Independent Medical Examination (IME)
A medical examination of the plaintiff conducted by a doctor selected and paid for by the defense in personal injury litigation. The "independent" label is misleading; the IME doctor typically reaches conclusions favorable to the defense. Cross-examining IME doctors is part of trial preparation. IMEs are routine in any case where injuries and treatment costs are contested.

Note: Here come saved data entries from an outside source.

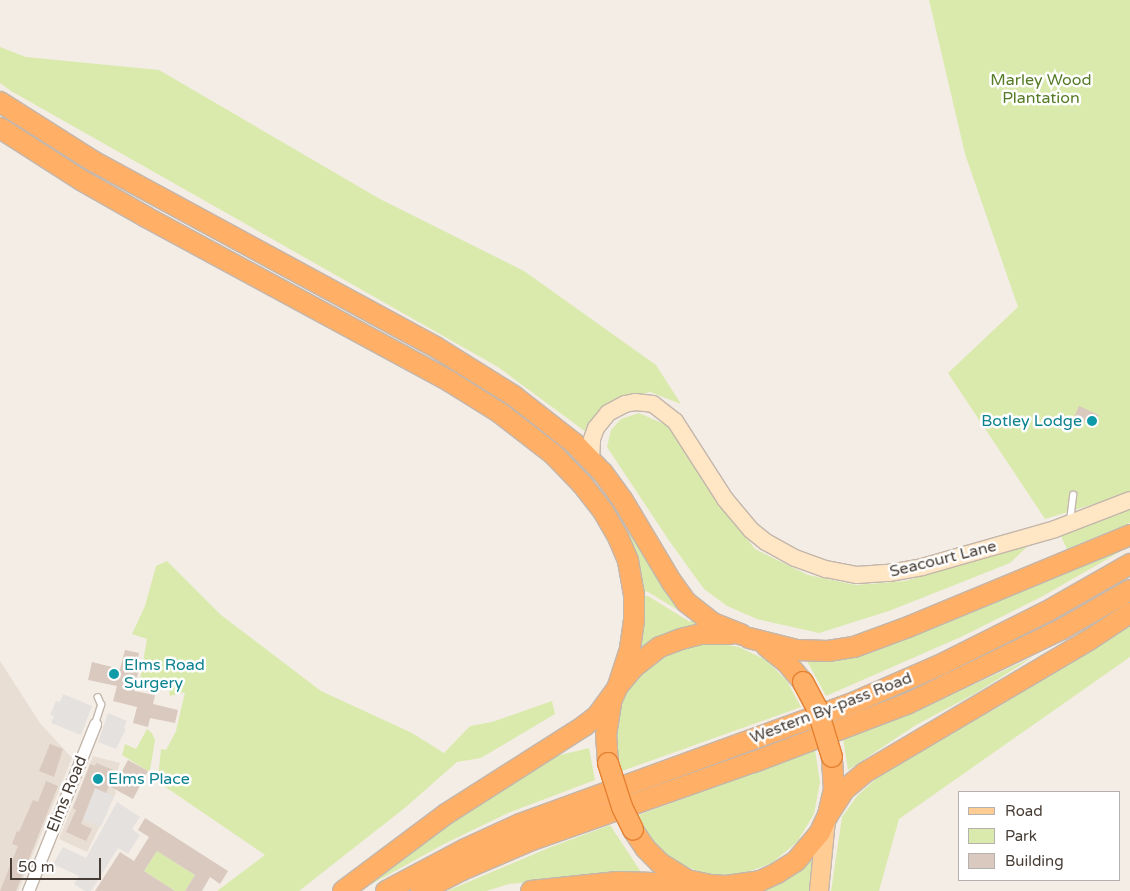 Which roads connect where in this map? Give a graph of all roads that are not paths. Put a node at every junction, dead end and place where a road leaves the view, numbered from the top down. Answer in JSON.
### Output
{"nodes":[{"id":1,"x":0,"y":102,"type":"edge"},
{"id":2,"x":0,"y":128,"type":"edge"},
{"id":3,"x":591,"y":460,"type":"junction"},
{"id":4,"x":1073,"y":495,"type":"dead end"},
{"id":5,"x":1130,"y":500,"type":"edge"},
{"id":6,"x":1070,"y":523,"type":"junction"},
{"id":7,"x":1130,"y":535,"type":"edge"},
{"id":8,"x":1130,"y":564,"type":"edge"},
{"id":9,"x":1130,"y":590,"type":"edge"},
{"id":10,"x":1130,"y":613,"type":"edge"},
{"id":11,"x":745,"y":636,"type":"junction"},
{"id":12,"x":617,"y":688,"type":"junction"},
{"id":13,"x":98,"y":698,"type":"dead end"},
{"id":14,"x":95,"y":724,"type":"joint"},
{"id":15,"x":827,"y":818,"type":"junction"},
{"id":16,"x":716,"y":887,"type":"edge"},
{"id":17,"x":28,"y":891,"type":"edge"},
{"id":18,"x":343,"y":891,"type":"edge"},
{"id":19,"x":386,"y":891,"type":"edge"},
{"id":20,"x":421,"y":891,"type":"edge"},
{"id":21,"x":531,"y":891,"type":"edge"},
{"id":22,"x":819,"y":891,"type":"edge"}],
"edges":[{"from":1,"to":3,"type":"highway"},
{"from":2,"to":12,"type":"highway"},
{"from":3,"to":6,"type":"street","name":"Seacourt Lane"},
{"from":3,"to":11,"type":"highway"},
{"from":4,"to":6,"type":"lane"},
{"from":5,"to":6,"type":"street","name":"Seacourt Lane"},
{"from":7,"to":11,"type":"highway"},
{"from":8,"to":19,"type":"highway","name":"Western By-pass Road"},
{"from":9,"to":20,"type":"highway","name":"Western By-pass Road"},
{"from":10,"to":15,"type":"highway"},
{"from":11,"to":12,"type":"highway"},
{"from":11,"to":15,"type":"highway","bridge":true},
{"from":12,"to":16,"type":"highway","bridge":true},
{"from":12,"to":18,"type":"highway"},
{"from":13,"to":14,"type":"lane"},
{"from":14,"to":17,"type":"street","name":"Elms Road"},
{"from":15,"to":16,"type":"highway"},
{"from":15,"to":22,"type":"main road"},
{"from":16,"to":21,"type":"highway"}]} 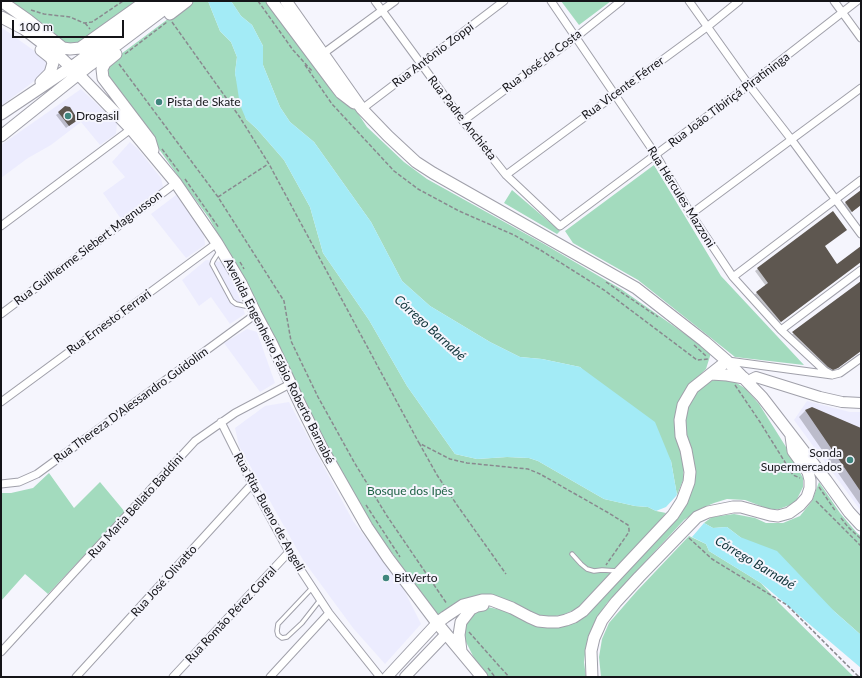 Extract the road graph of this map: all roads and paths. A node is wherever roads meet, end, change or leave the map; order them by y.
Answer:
1 (1, 1) edge
2 (123, 1) edge
3 (146, 1) edge
4 (160, 1) edge
5 (175, 1) edge
6 (187, 1) edge
7 (258, 1) edge
8 (272, 1) edge
9 (286, 1) edge
10 (375, 1) edge
11 (395, 1) edge
12 (504, 1) edge
13 (551, 1) edge
14 (621, 1) edge
15 (689, 1) edge
16 (739, 1) edge
17 (834, 1) edge
18 (857, 1) edge
19 (25, 7) dead end
20 (382, 11) junction
21 (842, 12) junction
22 (2, 18) edge
23 (84, 22) junction
24 (707, 27) junction
25 (90, 31) dead end
26 (576, 37) junction
27 (861, 38) edge
28 (324, 54) junction
29 (122, 56) dead end
30 (116, 61) dead end
31 (421, 64) junction
32 (75, 71) junction
33 (749, 85) junction
34 (861, 88) edge
35 (614, 94) junction
36 (28, 97) junction
37 (362, 109) junction
38 (1, 114) edge
39 (463, 121) junction
40 (131, 129) junction
41 (1, 136) edge
42 (791, 139) junction
43 (656, 155) junction
44 (154, 156) junction
45 (269, 164) junction
46 (506, 174) junction
47 (861, 180) edge
48 (176, 183) junction
49 (218, 197) junction
50 (835, 200) junction
51 (691, 214) junction
52 (1, 226) edge
53 (560, 226) joint
54 (861, 234) edge
55 (219, 246) junction
56 (861, 270) edge
57 (733, 277) junction
58 (254, 310) junction
59 (1, 314) edge
60 (781, 330) junction
61 (710, 358) dead end
62 (861, 358) edge
63 (727, 361) junction
64 (773, 368) junction
65 (711, 374) junction
66 (832, 375) junction
67 (732, 380) dead end
68 (747, 381) junction
69 (773, 381) junction
70 (290, 384) junction
71 (1, 402) edge
72 (861, 403) edge
73 (221, 422) junction
74 (791, 435) junction
75 (419, 443) junction
76 (803, 478) dead end
77 (1, 484) edge
78 (252, 484) junction
79 (818, 487) dead end
80 (816, 493) dead end
81 (815, 499) dead end
82 (861, 525) edge
83 (686, 539) dead end
84 (861, 546) edge
85 (289, 552) junction
86 (572, 554) dead end
87 (602, 570) junction
88 (622, 571) junction
89 (506, 574) dead end
90 (312, 588) junction
91 (320, 600) junction
92 (501, 604) junction
93 (329, 613) junction
94 (441, 620) junction
95 (446, 634) junction
96 (459, 635) junction
97 (1, 652) edge
98 (461, 652) junction
99 (76, 677) edge
100 (172, 677) edge
101 (270, 677) edge
102 (380, 677) edge
103 (387, 677) edge
104 (405, 677) edge
105 (482, 677) edge
106 (509, 677) edge
107 (592, 677) edge
108 (859, 677) edge

1 - 3 main road
2 - 23 path
4 - 32 main road
5 - 32 main road
6 - 44 main road
7 - 61 path
8 - 37 main road
9 - 28 main road
10 - 20 street, Rua Padre Anchieta
11 - 20 street
12 - 31 street, Rua Antônio Zoppi
13 - 26 street, Rua Hércules Mazzoni
14 - 26 street, Rua José da Costa
15 - 24 street
16 - 24 street, Rua Vicente Férrer
17 - 21 street
18 - 21 street, Rua João Tibiriçá Piratininga
19 - 23 path
20 - 28 street
20 - 31 street, Rua Padre Anchieta
21 - 27 street
21 - 33 street, Rua João Tibiriçá Piratininga
22 - 32 main road, Avenida Engenheiro Fábio Roberto Barnabé
22 - 36 main road
23 - 25 path
24 - 33 street
24 - 35 street, Rua Vicente Férrer
26 - 35 street, Rua Hércules Mazzoni
26 - 39 street, Rua José da Costa
28 - 37 main road
29 - 45 path
30 - 49 path
31 - 37 street, Rua Antônio Zoppi
31 - 39 street, Rua Padre Anchieta
32 - 36 main road
32 - 40 main road, Avenida Engenheiro Fábio Roberto Barnabé
32 - 41 main road
33 - 42 street
33 - 43 street, Rua João Tibiriçá Piratininga
34 - 42 street
35 - 43 street, Rua Hércules Mazzoni
35 - 46 street, Rua Vicente Férrer
36 - 38 main road
37 - 63 main road
39 - 46 street, Rua Padre Anchieta
40 - 44 main road, Avenida Engenheiro Fábio Roberto Barnabé
40 - 52 street
42 - 50 street
42 - 51 street
43 - 51 street, Rua Hércules Mazzoni
43 - 53 street, Rua João Tibiriçá Piratininga
44 - 48 main road, Avenida Engenheiro Fábio Roberto Barnabé
45 - 49 path
45 - 75 path
46 - 53 street, Rua Padre Anchieta
47 - 50 street
48 - 55 main road, Avenida Engenheiro Fábio Roberto Barnabé
48 - 59 street, Rua Guilherme Siebert Magnusson
49 - 94 path
50 - 54 street
50 - 57 street
51 - 57 street, Rua Hércules Mazzoni
55 - 58 main road, Avenida Engenheiro Fábio Roberto Barnabé
55 - 58 lane
55 - 71 street, Rua Ernesto Ferrari
56 - 60 street
57 - 60 street, Rua Hércules Mazzoni
58 - 70 main road, Avenida Engenheiro Fábio Roberto Barnabé
58 - 77 street, Rua Thereza D'Alessandro Guidolim
60 - 66 street, Rua Hércules Mazzoni
62 - 66 street
63 - 64 street
63 - 65 main road
63 - 68 main road
64 - 66 street
64 - 69 street
65 - 68 main road
65 - 88 main road
67 - 76 path
68 - 69 street
68 - 74 main road
69 - 72 street
70 - 73 street, Rua Maria Bellato Baddini
70 - 94 main road, Avenida Engenheiro Fábio Roberto Barnabé
73 - 78 street, Rua Rita Bueno de Angeli
73 - 97 street, Rua Maria Bellato Baddini
74 - 82 main road
74 - 107 main road
75 - 87 path
75 - 89 path
78 - 85 street, Rua Rita Bueno de Angeli
78 - 99 street, Rua José Olivatto
79 - 80 path
81 - 84 path
83 - 108 path
85 - 90 street, Rua Rita Bueno de Angeli
85 - 100 street, Rua Romão Pérez Corral
86 - 87 lane
87 - 88 lane
88 - 92 main road
90 - 91 street, Rua Rita Bueno de Angeli
90 - 91 lane
91 - 93 street, Rua Rita Bueno de Angeli
92 - 94 main road
92 - 96 main road
93 - 101 street
93 - 102 street, Rua Rita Bueno de Angeli
94 - 95 main road, Avenida Engenheiro Fábio Roberto Barnabé
94 - 103 street
95 - 98 main road, Avenida Engenheiro Fábio Roberto Barnabé
95 - 104 street
96 - 98 main road
96 - 106 path
98 - 105 main road, Avenida Engenheiro Fábio Roberto Barnabé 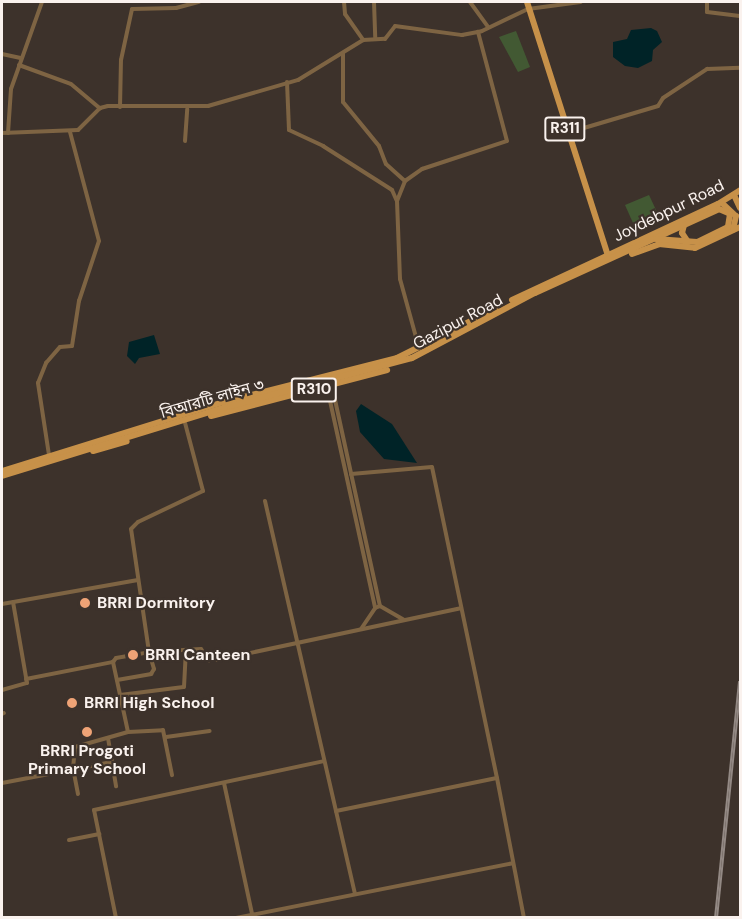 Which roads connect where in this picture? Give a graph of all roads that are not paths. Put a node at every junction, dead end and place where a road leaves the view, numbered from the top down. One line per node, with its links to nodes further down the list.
1 (42, 2): 16 (street)
2 (199, 2): 20 (street)
3 (344, 2): 13 (street)
4 (374, 2): 12 (street)
5 (470, 2): 10 (street)
6 (581, 2): 8 (street)
7 (707, 2): 9 (street)
8 (527, 5): 10 (street); 26 (main road, R311)
9 (741, 16)
10 (488, 27): 11 (street)
11 (478, 32): 12 (street); 28 (street)
12 (375, 39): 13 (street)
13 (363, 40): 14 (street)
14 (343, 53): 19 (street); 28 (street)
15 (2, 54): 16 (street)
16 (21, 58): 17 (street)
17 (19, 65): 21 (street); 25 (street)
18 (741, 68): 26 (street)
19 (287, 82): 22 (street); 31 (street)
20 (120, 107): 21 (street); 22 (street)
21 (100, 108): 23 (street)
22 (187, 109): 27 (street)
23 (70, 132): 25 (street); 43 (street)
24 (2, 133): 25 (street)
25 (8, 133)
26 (566, 133): 39 (main road, R311)
27 (185, 141)
28 (405, 181): 31 (street)
29 (741, 190): 30 (main road, Joydebpur Road / R310)
30 (734, 195): 32 (main road, Joydebpur Road / R310); 33 (main road)
31 (397, 201): 40 (street)
32 (718, 204): 36 (main road); 39 (main road, Joydebpur Road / R310)
33 (741, 208)
34 (684, 225): 37 (main road, বিআরটি লাইন ৩); 38 (main road); 38 (main road, বিআরটি লাইন ৩)
35 (741, 227): 36 (main road, Joydebpur Road / R310)
36 (733, 231): 39 (main road, Joydebpur Road / R310)
37 (656, 239): 38 (main road, বিআরটি লাইন ৩); 39 (main road, বিআরটি লাইন ৩)
38 (688, 242)
39 (610, 259): 40 (main road, Gazipur Road / R310); 41 (main road, Gazipur Road / R310); 46 (main road, বিআরটি লাইন ৩)
40 (419, 349): 43 (main road, Gazipur Road / R310)
41 (330, 386): 42 (main road, Gazipur Road / R310); 45 (street); 51 (street)
42 (185, 423): 46 (main road, Gazipur Road / R310); 48 (street)
43 (50, 456): 44 (main road, Gazipur Road / R310)
44 (2, 471)
45 (351, 474): 51 (street); 52 (street)
46 (2, 478)
47 (265, 501): 55 (street)
48 (138, 580): 49 (street); 57 (street)
49 (13, 602): 50 (street); 59 (street)
50 (2, 604)
51 (378, 607): 53 (street); 54 (street)
52 (461, 608): 53 (street); 71 (street)
53 (404, 621): 54 (street)
54 (361, 630): 55 (street)
55 (299, 644): 56 (street); 67 (street)
56 (186, 651): 57 (street); 62 (street)
57 (149, 653): 58 (street); 60 (street)
58 (113, 662): 59 (street); 60 (street)
59 (27, 679): 61 (street)
60 (117, 680): 62 (street)
61 (2, 690)
62 (120, 695): 64 (street)
63 (210, 731): 65 (street)
64 (128, 732): 65 (street); 66 (street)
65 (166, 737): 70 (street)
66 (108, 738): 68 (street); 69 (street)
67 (324, 761): 73 (street); 76 (street)
68 (112, 762): 69 (street); 74 (street)
69 (73, 769): 72 (street); 75 (street)
70 (172, 775)
71 (497, 777): 76 (street); 79 (street)
72 (2, 783)
73 (224, 783): 77 (street); 81 (street)
74 (116, 786)
75 (78, 794)
76 (336, 811): 80 (street)
77 (99, 834): 78 (street); 82 (street)
78 (69, 840)
79 (513, 863): 80 (street); 84 (street)
80 (355, 892): 81 (street)
81 (252, 916): 83 (street)
82 (116, 918)
83 (236, 918)
84 (524, 918)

Installment Agreement (IRS)
An IRS-approved monthly payment plan for outstanding tax debt. Several types exist: guaranteed (under $10K), streamlined (under $50K), and standard (over $50K, requires financial disclosure). Installment Agreements stop active collection and prevent levies but do not stop interest or penalty accrual. Application is made on Form 9465.
Interrogatories
Written questions one party serves on another in litigation, to be answered under oath in writing. Georgia limits interrogatories to 50 per party (O.C.G.A. § 9-11-33), including subparts. Used to develop facts, narrow issues, and build the foundation for depositions. Answers are typically due within 30 days.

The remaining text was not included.